# WORK INSTRUCTION
When you restate the data, keep every word as it is and drop the images.

# SOURCE DATA

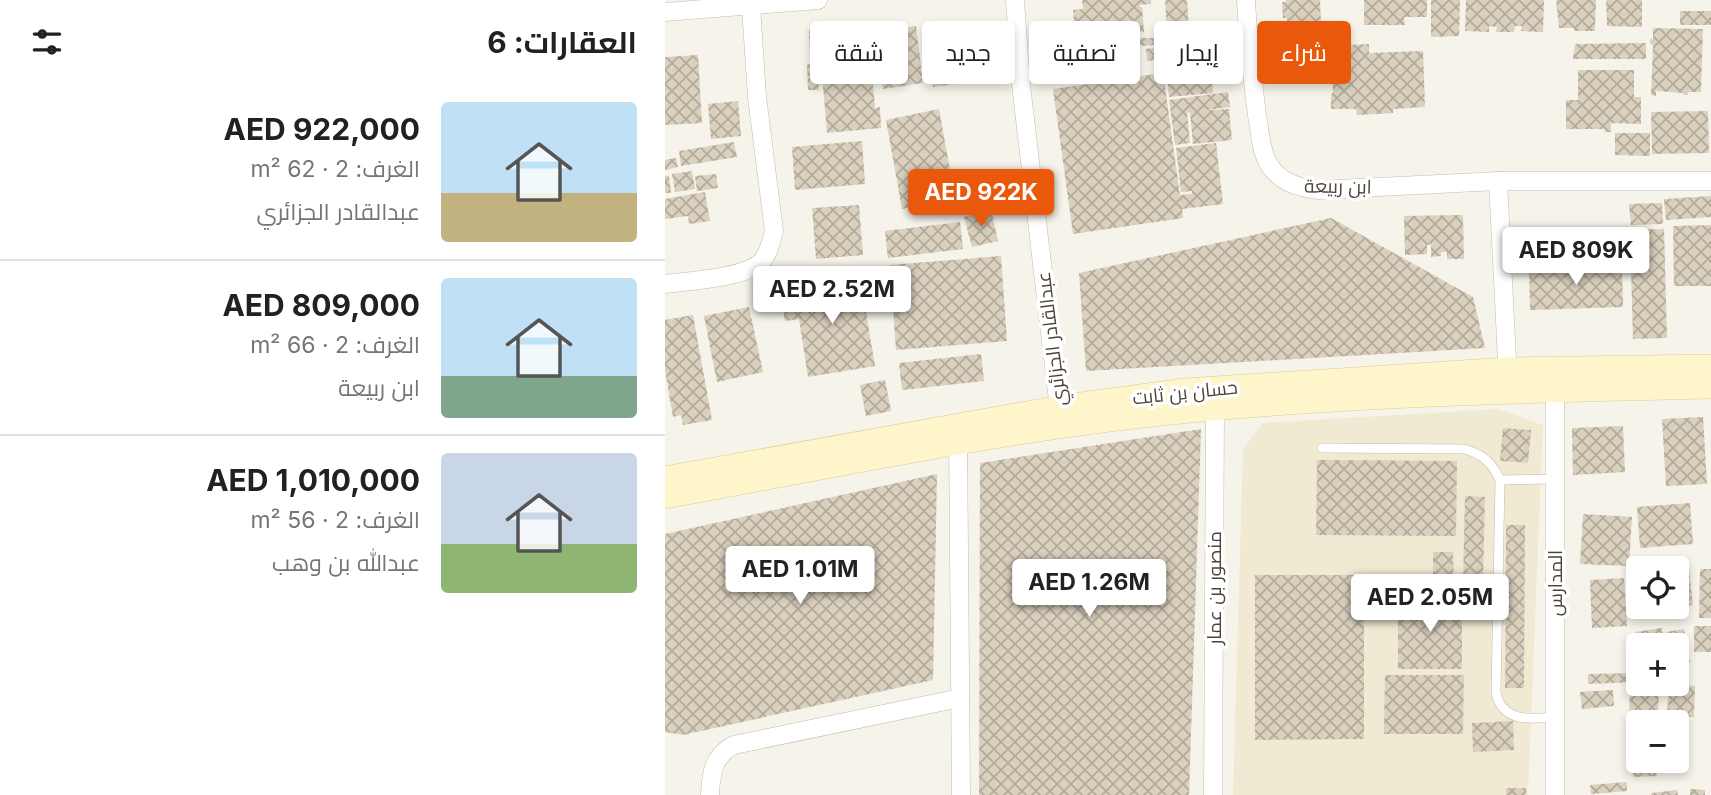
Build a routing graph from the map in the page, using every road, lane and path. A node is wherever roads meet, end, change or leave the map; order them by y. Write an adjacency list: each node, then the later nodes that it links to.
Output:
1 (818, 0): 5 (street)
2 (1015, 0): 16 (street, عبدالقادر الجزائري)
3 (1247, 0): 7 (street, ابن ربيعة)
4 (694, 5): 5 (street); 6 (street)
5 (751, 7): 9 (street)
6 (665, 12)
7 (1498, 181): 8 (street, ابن ربيعة); 11 (street)
8 (1711, 181)
9 (665, 284)
10 (1711, 366): 12 (street, حسان بن ثابت)
11 (1508, 380): 12 (street, حسان بن ثابت); 13 (street, حسان بن ثابت); 15 (street, حسان بن ثابت)
12 (1555, 380): 14 (street, حسان بن ثابت); 20 (street, المدارس)
13 (1227, 386): 15 (street, منصور بن عمار); 16 (street, حسان بن ثابت)
14 (1711, 387)
15 (1215, 408): 16 (street, حسان بن ثابت); 27 (street, منصور بن عمار)
16 (1060, 417): 17 (street, حسان بن ثابت)
17 (958, 435): 19 (street, حسان بن ثابت); 22 (street, حسان بن ثابت); 23 (street)
18 (1322, 448): 21 (lane)
19 (665, 478)
20 (1555, 479): 21 (lane); 24 (street, المدارس)
21 (1500, 480): 24 (lane)
22 (665, 497)
23 (960, 698): 25 (street); 26 (street)
24 (1555, 717): 28 (street, المدارس)
25 (710, 795)
26 (961, 795)
27 (1213, 795)
28 (1555, 795)

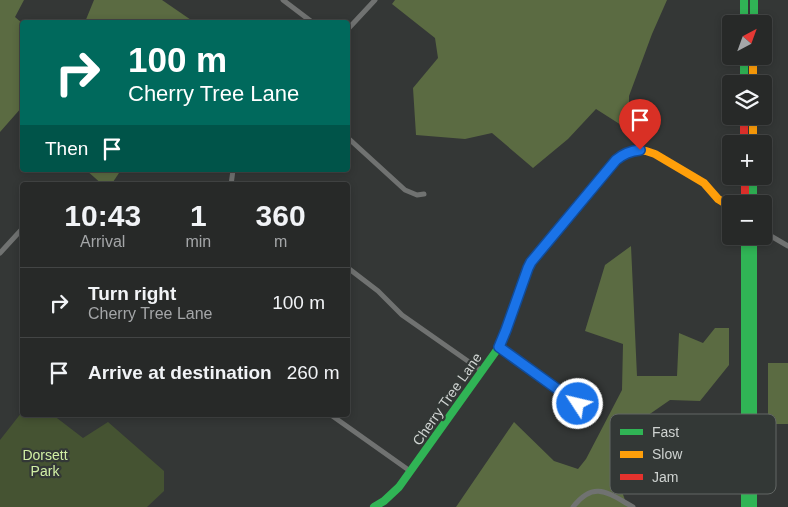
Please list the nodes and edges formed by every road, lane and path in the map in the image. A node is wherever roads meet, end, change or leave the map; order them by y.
1 (283, 0) edge
2 (375, 0) edge
3 (744, 0) edge
4 (754, 0) edge
5 (744, 15) edge
6 (754, 15) edge
7 (309, 20) edge
8 (350, 28) edge
9 (350, 140) edge
10 (424, 194) dead end
11 (722, 201) edge
12 (20, 231) edge
13 (772, 237) edge
14 (745, 245) edge
15 (752, 245) edge
16 (788, 246) edge
17 (0, 252) edge
18 (350, 270) edge
19 (499, 347) junction
20 (482, 371) junction
21 (578, 404) dead end
22 (745, 414) edge
23 (753, 414) edge
24 (334, 417) edge
25 (410, 471) junction
26 (745, 494) edge
27 (753, 494) edge
28 (374, 507) edge
29 (573, 507) edge
30 (633, 507) edge
31 (745, 507) edge
32 (753, 507) edge

1 - 7 street
2 - 8 street
3 - 5 main road
4 - 6 main road
9 - 10 street
11 - 19 main road, Cherry Tree Lane
12 - 17 street
13 - 16 street
14 - 22 main road
15 - 23 main road
18 - 20 street
19 - 20 main road, Cherry Tree Lane
19 - 21 street
20 - 25 main road, Cherry Tree Lane
24 - 25 street
25 - 28 main road, Cherry Tree Lane
26 - 31 main road
27 - 32 main road
29 - 30 street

# EXERCISE RESULT
Build a routing graph from the map in the page, using every road, lane and path. A node is wherever roads meet, end, change or leave the map; order them by y. Write an adjacency list: each node, then the later nodes that it links to.
Output:
1 (818, 0): 5 (street)
2 (1015, 0): 16 (street, عبدالقادر الجزائري)
3 (1247, 0): 7 (street, ابن ربيعة)
4 (694, 5): 5 (street); 6 (street)
5 (751, 7): 9 (street)
6 (665, 12)
7 (1498, 181): 8 (street, ابن ربيعة); 11 (street)
8 (1711, 181)
9 (665, 284)
10 (1711, 366): 12 (street, حسان بن ثابت)
11 (1508, 380): 12 (street, حسان بن ثابت); 13 (street, حسان بن ثابت); 15 (street, حسان بن ثابت)
12 (1555, 380): 14 (street, حسان بن ثابت); 20 (street, المدارس)
13 (1227, 386): 15 (street, منصور بن عمار); 16 (street, حسان بن ثابت)
14 (1711, 387)
15 (1215, 408): 16 (street, حسان بن ثابت); 27 (street, منصور بن عمار)
16 (1060, 417): 17 (street, حسان بن ثابت)
17 (958, 435): 19 (street, حسان بن ثابت); 22 (street, حسان بن ثابت); 23 (street)
18 (1322, 448): 21 (lane)
19 (665, 478)
20 (1555, 479): 21 (lane); 24 (street, المدارس)
21 (1500, 480): 24 (lane)
22 (665, 497)
23 (960, 698): 25 (street); 26 (street)
24 (1555, 717): 28 (street, المدارس)
25 (710, 795)
26 (961, 795)
27 (1213, 795)
28 (1555, 795)

Please list the nodes and edges formed by every road, lane and path in the map in the image. A node is wherever roads meet, end, change or leave the map; order them by y.
1 (283, 0) edge
2 (375, 0) edge
3 (744, 0) edge
4 (754, 0) edge
5 (744, 15) edge
6 (754, 15) edge
7 (309, 20) edge
8 (350, 28) edge
9 (350, 140) edge
10 (424, 194) dead end
11 (722, 201) edge
12 (20, 231) edge
13 (772, 237) edge
14 (745, 245) edge
15 (752, 245) edge
16 (788, 246) edge
17 (0, 252) edge
18 (350, 270) edge
19 (499, 347) junction
20 (482, 371) junction
21 (578, 404) dead end
22 (745, 414) edge
23 (753, 414) edge
24 (334, 417) edge
25 (410, 471) junction
26 (745, 494) edge
27 (753, 494) edge
28 (374, 507) edge
29 (573, 507) edge
30 (633, 507) edge
31 (745, 507) edge
32 (753, 507) edge

1 - 7 street
2 - 8 street
3 - 5 main road
4 - 6 main road
9 - 10 street
11 - 19 main road, Cherry Tree Lane
12 - 17 street
13 - 16 street
14 - 22 main road
15 - 23 main road
18 - 20 street
19 - 20 main road, Cherry Tree Lane
19 - 21 street
20 - 25 main road, Cherry Tree Lane
24 - 25 street
25 - 28 main road, Cherry Tree Lane
26 - 31 main road
27 - 32 main road
29 - 30 street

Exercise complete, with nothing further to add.